A Greek inscription in mosaic tiles dating back to the fifth century AD was discovered in the Israeli village of Tzur Natan, earlier this month.
According to officials from the Hebrew University of Jerusalem, the inscription is well-preserved and translates to English as “Only God help the beautiful property of Master Adios, Amen.”
Both archaeologists and historians believe that the man named Adios was a wealthy Samaritan landowner.
Previous excavations in the same area have also unearthed a Jewish synagogue which was converted into a Christian church during the same period, most likely around the sixth century.
”The inscription was discovered in an impressive winepress that was apparently part of the agricultural estate of a wealthy individual called Adios,” Dr. Hagit Torge explained to the Times of Israel website.
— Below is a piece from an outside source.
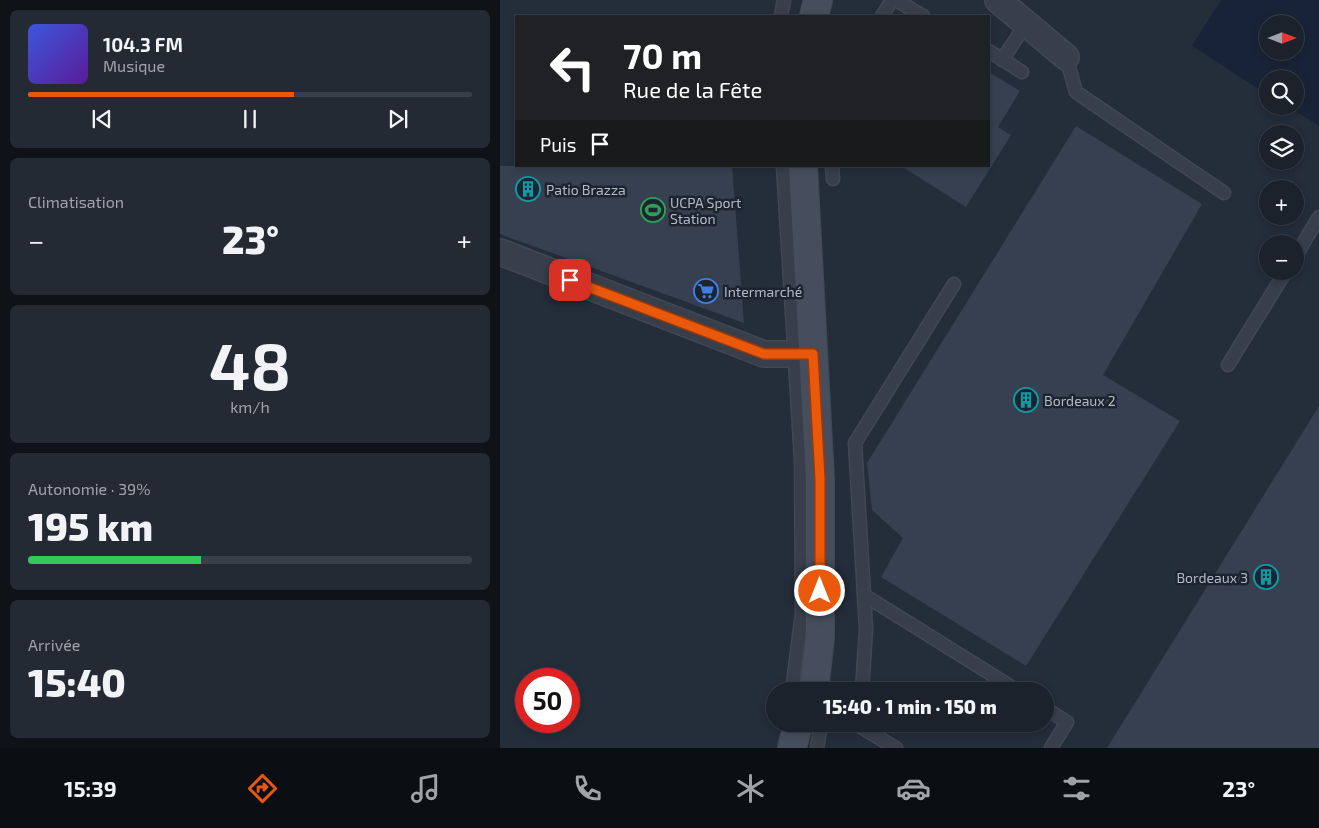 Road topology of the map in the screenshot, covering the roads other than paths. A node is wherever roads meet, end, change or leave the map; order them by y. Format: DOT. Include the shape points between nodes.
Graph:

”This is only the second such winepress discovered in Israel with a blessing inscription associated with the Samaritans. The first was discovered a few years ago in Apollonia near Herzliya,” the archaeologist added.
Dr. Torge serves as the head of the Israel Lands Authority which is responsible for conducting the excavation.
The Samaritan community prospered through the third and fourth centuries AD, until the rise of Christianity during the era when the Byzantine Empire held the territories of modern Israel.
The rise of Christianity brought the beginning of the end for the larger Samaritan community as a whole.
However, communities of Samaritans still survive to this day, with small populations living at Mount Gerizim and in the region of Holon.